The Northeast State of Borno, Nigeria, is the stronghold of the Boko Haram: a network of jihadist groups that advocated de-westernization and islamization of Nigeria. During their madness crusade, the city of Borno came under siege of terror that lasted seven bloody years.

The umeasurable havoc left the state in desolateness that may be eternally inconstructible. Hundreds of millions of refugees with chronic deficiency have emanated from the insurgency, requiring both local and international aid.


In 2014 Medicine San Fontiers (MSF) came into Nigeria with its humanitarian team to rescue the situation. Its operation alone has provided more than 116,300 medical consultation, conducted 1,330 deliveries and supported 6,000 malnourished children. In its June 22, 2016 report, it described the humanitarian situation as “beyond critical”. On the mission to Bama, MSF counted over 24,000 people, including 15,000 children sheltered in a camp with no food or basic amenities. Many suffered from severe acute malnutrition with trauma of war on their faces, Ghada Hatim MSF Head of Mission said. 19 percent of the 800 children who had nutritional screening were at immediate risk of death.

Bama had been under heavy military closure following the insurgency war, as a result many starved to death. According to MSF team, about 1,233 cemetery graves were located near the camp. And of those, 480 were for children. A local source reported to Doctors without Borders that 30 people die every day from poor hygiene and malnutrition.

Norwegian Refugee Commission (NRC) based its country program in Maiduguri since 2015 released the internally displaced figure at 2,095,812 for the first half of 2016. In 2015 it spent 25,1million NOK in providing shelter and amenities for the displaced.

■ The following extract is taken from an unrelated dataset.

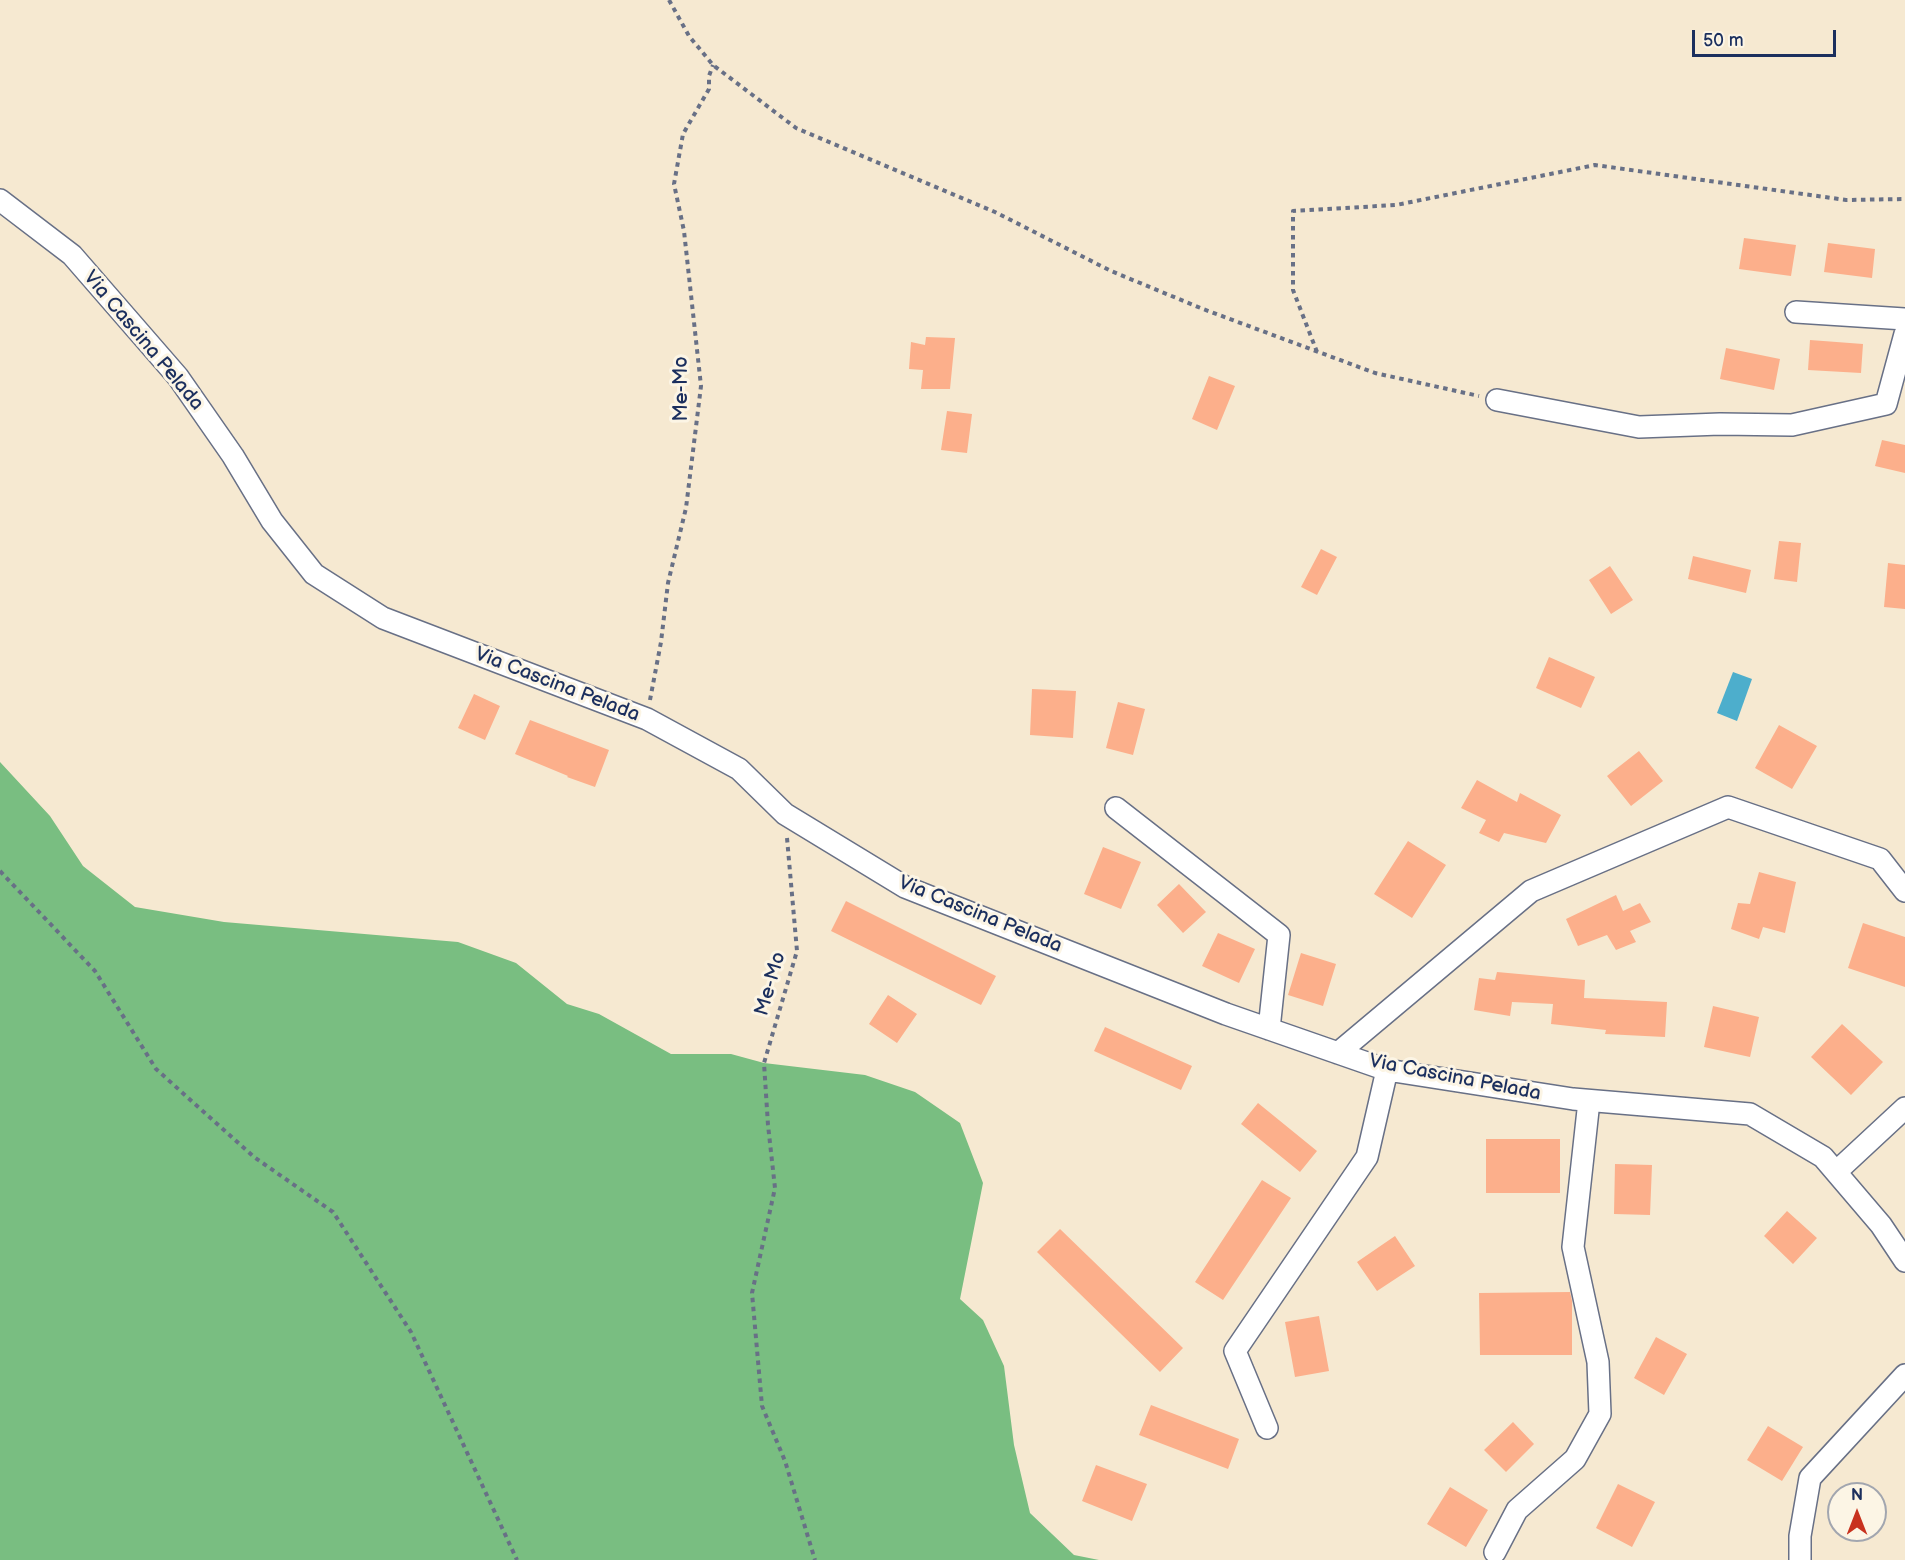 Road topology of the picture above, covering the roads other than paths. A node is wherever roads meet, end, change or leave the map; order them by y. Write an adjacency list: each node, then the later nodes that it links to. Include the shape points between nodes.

Recently, UN humanitarian envoy was ambushed by the Islamist sect injuring four, two were UN workers. The attack caused a suspension of humanitarian mission to areas outside the capital city of Maiduguri where already hundreds of people are starving. Doune Porter UNICEF spokeswoman called it “an attack on the people who most need the assistance and aid that these workers were bringing”

President Muhammadu Buhari has intensified efforts to restore stability to the area since his inception into office. He appealed to international agencies to continue to fund the humanitarian work at this crucial time when Nigeria is in partial economic recession.